Redeeming Stranger Things

Redeeming Stranger Things

I’ll admit, I haven’t always been aboard the Stranger Things hype train.

I even wondered once or twice if the wildly popular series might have made a better T-Shirt than a TV show.

Think about it. A shirt—or perhaps a line of posters—could retain the brilliant casting and the flawless 80s aesthetic without the occasionally-dragging plotline, the silly monster, and tired trope of alternate dimensions. (I mean, come on, you’re telling me there could be a secret but successful Russian plot to utilize technology and undermine US stability by releasing a “monster” that cares only for himself while reeking societal destruction. That couldn’t happen.)

Note: I had thought that.

But the final episode of Season 3 redeemed the show for me.

One reason is that Peter Gabriel’s version of “Heroes” is perhaps the greatest “soundtrack song” of all time. (Fight me.)

But that wasn’t the only one.

Alongside classics like The Goonies and The Sandlot, the most compelling theme of Stranger Things is the possibility of redemptive friendship in a communion of misfits.

This comes across most memorably when Dustin (played by Gaten Matarazzo) sings a nervous, then progressively more jubilant, duet with his ham radio girlfriend, Suzie. The Neverending Story never seemed so fantastic.

And then there is the heart-wrenching final scene that explores one of the most painful and universally memorable of childhood experiences: a best friend moving away.

I’ll never forget my own daughter Penelope—with jagged bangs she cut with mommy’s scissors—running toward me sobbing because it was the first day after Christmas break, and she had learned (in front of the whole class) that her best friend, Lila, had moved to a different school. “I didn’t even get to tell her bye!!!” she sobbed.
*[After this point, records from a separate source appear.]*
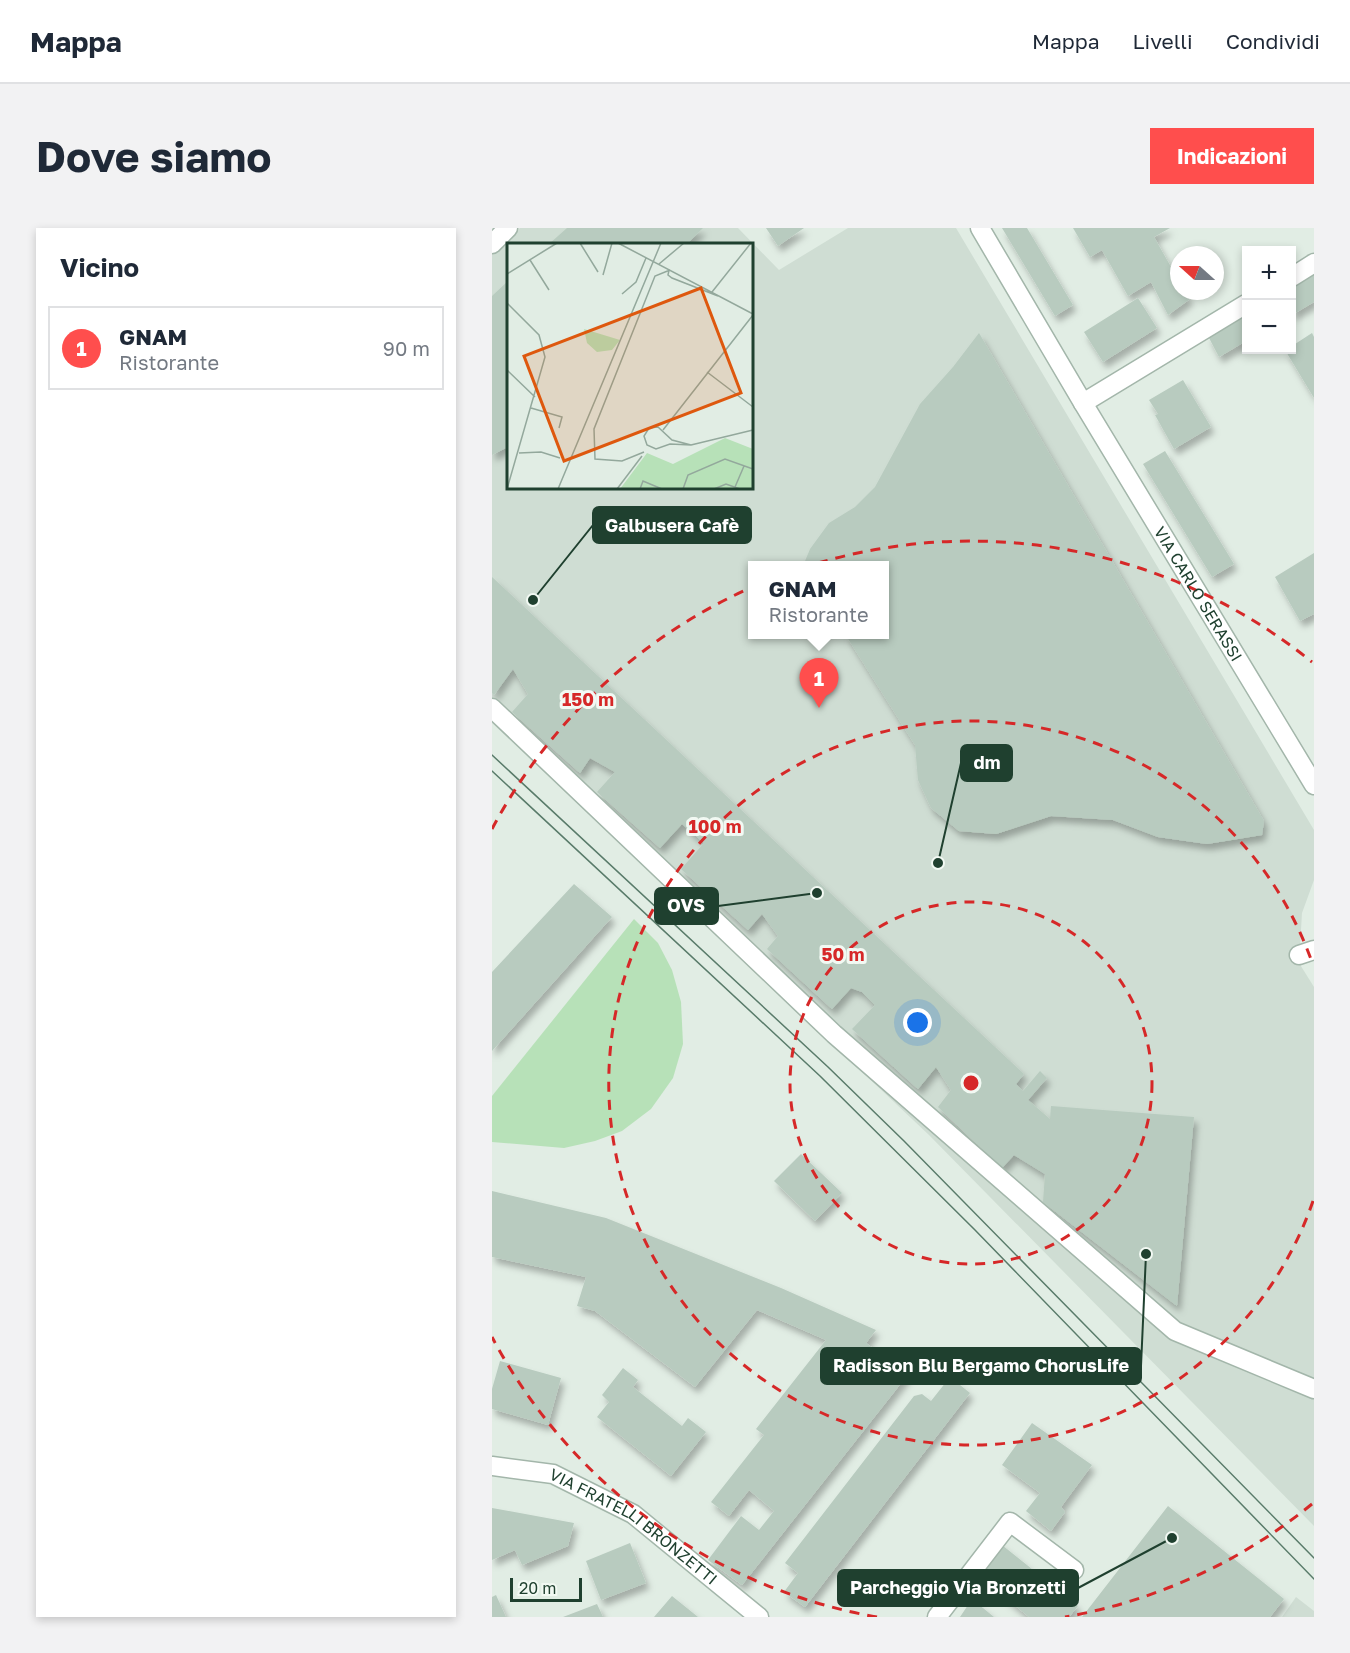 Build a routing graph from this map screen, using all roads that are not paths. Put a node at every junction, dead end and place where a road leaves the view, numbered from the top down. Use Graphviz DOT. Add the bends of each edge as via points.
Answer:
graph roads {
  1 [pos="508,228"];
  2 [pos="980,228"];
  3 [pos="492,244"];
  4 [pos="1314,263"];
  5 [pos="1296,274"];
  6 [pos="1242,306"];
  7 [pos="1083,404"];
  8 [pos="492,708"];
  9 [pos="1314,785"];
  10 [pos="1314,1389"];
  11 [pos="492,1466"];
  12 [pos="1074,1570"];
  13 [pos="759,1617"];
  14 [pos="937,1617"];
  1 -- 3 [label="street"];
  2 -- 7 [label="street, VIA CARLO SERASSI"];
  4 -- 5 [label="street"];
  6 -- 7 [label="street"];
  7 -- 9 [label="street, VIA CARLO SERASSI"];
  8 -- 10 [label="street" via="834,1034 1175,1331"];
  11 -- 13 [label="street, VIA FRATELLI BRONZETTI" via="553,1474 633,1514"];
  12 -- 14 [label="street" via="1010,1522"];
}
If that doesn’t break your heart, then you’re as soulless as that gelatinous monster in the TV show.

Stranger Things taps into that feeling.

“We few, we happy few”—we band of misfits.

That’s one aspect of what the church is supposed to be: a “peculiar people” (1 Pet 2:9), not (please note) because we act genuinely crazy in a breathless conformity to Cable News and Talk Radio paranoia—but because real holiness and sacrificial love will always be “strange things” in a culture obsessed with image and abdominal muscles (like Billy, the pool hunk).

To that point, another virtue of the season finale is the way even Billy is humanized and drawn into the communion of misfits through the conduit of past pain and present forgiveness. A lesson here is that even “cool kids” feel like oddballs, even as they scoff at Dustin, El, and their ragtag gang.

To try to “fix” this peculiarity of the church is an obsession within some segments of evangelicalism (see here). And there are sometimes good reasons for it. “Weirdness,” after all, is not always a virtue. But in other cases, the attempt to excise peculiarity from God’s people has made us less like Jesus and more like the poolside housewives who gaze longingly at Billy as he strides–bronzly, and behind his mustache–to his lifeguard chair.

I heard a youth pastor say once that his church focused “primarily” on reaching the cool kids (prom queens, quarterbacks, “Billy”), because the less cool kids would then invariably “follow” after them.

It may have seemed like good “strategy,” but it was the opposite of what Jesus did.

Christ’s model was more about redeeming the “strange things” (fishermen and former prostitutes), and then pulling “Billy” into this alternate (Kingdom) dimension through the conduit of sacrificial love and unconditional forgiveness.

Stranger Things, for all its faults, gives a glimpse of that dynamic: the communion of saints as the communion of misfits (communio sanctorum as communio peculiare).

So I take back my initial “hot take” about it being better as a T-shirt.